The Russell Collection is a substantial collection of early keyboard instruments assembled by the British harpsichordist and organologist Raymond Russell. It forms part of the Musical Instrument Museums collection of the University of Edinburgh, and is housed in St Cecilia's Hall. Its full name is the Raymond Russell Collection of Early Keyboard Instruments.

== History ==
Raymond Russell, a British harpsichordist and organologist, bought his first historic keyboard instrument in 1939. Over the next twenty years he assembled a considerable collection of seventeenth- and eighteenth-century clavichords and harpsichords. His collection included instruments from all the main harpsichord-building areas of Europe: a number of English spinets; early harpsichords and virginals from Italy; Flemish instruments by the Ruckers; a late French instrument by Pascal Taskin; and a clavichord and harpsichord from North Germany, both by Johann Adolph Hass. Russell described many of the instruments in detail in his book The Harpsichord and Clavichord: an Introductory Study, published in 1959.
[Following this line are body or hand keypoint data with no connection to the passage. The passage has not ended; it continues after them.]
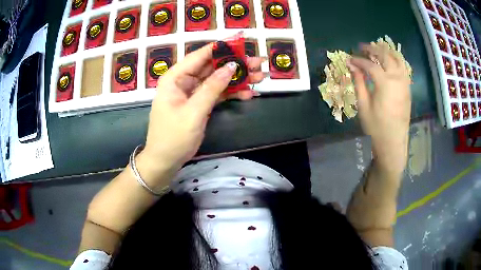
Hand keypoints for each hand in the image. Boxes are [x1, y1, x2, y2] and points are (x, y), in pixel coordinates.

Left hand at [137, 43, 264, 186]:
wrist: (165, 161)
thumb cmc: (173, 137)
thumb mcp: (193, 112)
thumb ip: (212, 88)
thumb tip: (232, 66)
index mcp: (175, 77)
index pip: (200, 55)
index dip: (222, 46)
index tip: (242, 39)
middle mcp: (183, 80)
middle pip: (212, 66)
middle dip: (236, 64)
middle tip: (259, 62)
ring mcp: (192, 92)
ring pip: (218, 79)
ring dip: (238, 79)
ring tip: (261, 77)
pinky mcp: (199, 103)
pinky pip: (218, 93)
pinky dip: (232, 93)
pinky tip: (249, 94)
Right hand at [347, 43, 410, 174]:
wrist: (393, 142)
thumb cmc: (376, 127)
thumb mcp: (364, 106)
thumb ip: (359, 83)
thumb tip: (352, 66)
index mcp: (385, 84)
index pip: (370, 65)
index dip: (358, 60)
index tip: (349, 58)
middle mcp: (397, 79)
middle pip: (385, 56)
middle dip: (373, 49)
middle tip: (362, 48)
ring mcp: (404, 83)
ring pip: (398, 59)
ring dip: (387, 51)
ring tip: (377, 49)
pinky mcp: (408, 88)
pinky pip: (404, 68)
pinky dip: (396, 60)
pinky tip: (390, 61)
By 1960 Russell had decided to donate his collection to Edinburgh University, where it was to become the nucleus of a centre for research in keyboard performance practice and organology, but this plan was not completed by the time of his sudden death in Malta in 1964 at the age of forty-one. Later that year, in his memory and in accordance with his wishes, his mother Maud Russell donated almost all of his collection – nineteen instruments – to the university; the donation also included his notes and his collection of documentary photographs. The collection was housed in St Cecilia's Hall in Edinburgh, which the university had acquired for that purpose, and which opened as a museum in 1968. The opening recital was given by Gustav Leonhardt.
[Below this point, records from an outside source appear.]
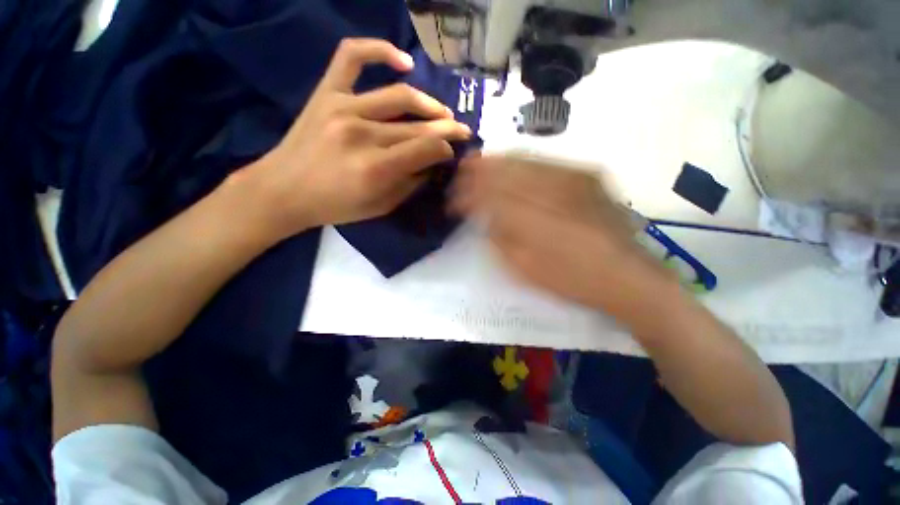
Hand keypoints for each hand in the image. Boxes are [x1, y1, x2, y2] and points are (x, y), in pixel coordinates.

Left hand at [246, 38, 471, 239]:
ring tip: (442, 113)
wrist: (283, 190)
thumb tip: (432, 165)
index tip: (452, 152)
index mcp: (376, 169)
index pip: (427, 149)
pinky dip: (380, 50)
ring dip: (430, 104)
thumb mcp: (380, 207)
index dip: (446, 149)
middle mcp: (362, 134)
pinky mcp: (326, 93)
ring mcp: (343, 107)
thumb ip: (410, 184)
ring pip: (400, 96)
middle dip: (447, 128)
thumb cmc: (335, 206)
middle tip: (461, 130)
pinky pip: (352, 56)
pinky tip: (403, 62)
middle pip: (418, 126)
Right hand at [451, 154, 675, 311]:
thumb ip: (501, 239)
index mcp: (532, 218)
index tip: (453, 200)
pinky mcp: (587, 175)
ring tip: (478, 164)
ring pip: (523, 159)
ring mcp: (573, 177)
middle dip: (477, 171)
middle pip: (504, 171)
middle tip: (461, 174)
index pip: (489, 196)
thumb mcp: (525, 269)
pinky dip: (521, 161)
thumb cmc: (571, 280)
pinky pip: (545, 161)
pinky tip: (510, 165)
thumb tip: (485, 217)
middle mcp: (551, 190)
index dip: (468, 195)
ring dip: (497, 161)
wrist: (627, 276)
The university bought two further instruments from Russell's collection – an English double harpsichord by Jacob Kirckman, bought at auction in 1970, and a French double harpsichord by Jean Goermans and Taskin, purchased from Maud Russell in 1974 – bringing the total number to twenty-one.

== Instruments ==

The instruments in the collection represent the five principal geographical areas or national schools of harpsichord-making – England, Flanders, France, the German-speaking world and the Italian peninsula – and more than two hundred years of the history of the craft.

=== England ===

English instruments in the collection include:

- a rectangular virginal made by Stephen Keene in 1668
- a hexagonal spinet attributed to John Player, made in about 1705
- a single-manual harpsichord by Thomas Hancock, made in 1720
- a walnut bentside spinet by Thomas Hitchcock, dated 1728
- a bentside spinet made in 1757 by Sir John Harrison Burnett
- a finelydecorated double-manual harpsichord by Jacob Kirckman, dating from 1755
- a Scottish bentside spinet made in Edinburgh in 1784 by Neil Stewart
- a single-manual harpsichord by John Broadwood and Sons, made in 1793.

=== Flanders ===

There are four Flemish harpsichords in the collection, all made in Antwerp:

- a double-manual harpsichord made by Andreas Ruckers the Elder in 1608
- a single-manual harpsichord by Ioannes Ruckers, dated 1637
- a double-manual transposing harpsichord, also by Ioannes Ruckers, 1638
- a single-manual harpsichord by Ioannes Couchet, made in 1645.

=== France ===

The two French instruments are:

- a double-manual harpsichord made by Jean Goermans in 1764, rebuilt by Pascal Taskin in 1783–1784, formerly the property of Arnold Dolmetsch
- a double-manual harpsichord by Taskin, made in 1769.

=== Germany ===

There are two North German instruments, both made in Hamburg by Johann Adolph Hass: an unfretted clavichord dating from 1763, and a single-manual harpsichord made in 1764. There is also a small German triple-fretted clavichord from about 1700.

=== Italy ===

Instruments from Italy include:

- a pentagonal inner-outer virginal made in 1586 by Alessandro Bertolotti
- an anonymous single-manual inner-outer harpsichord dating from about 1620
- a triple-manual harpsichord by Stefano Bolcioni, made in 1627
- an ottavino spinet made by Petrus Michael Orlandus in 1710.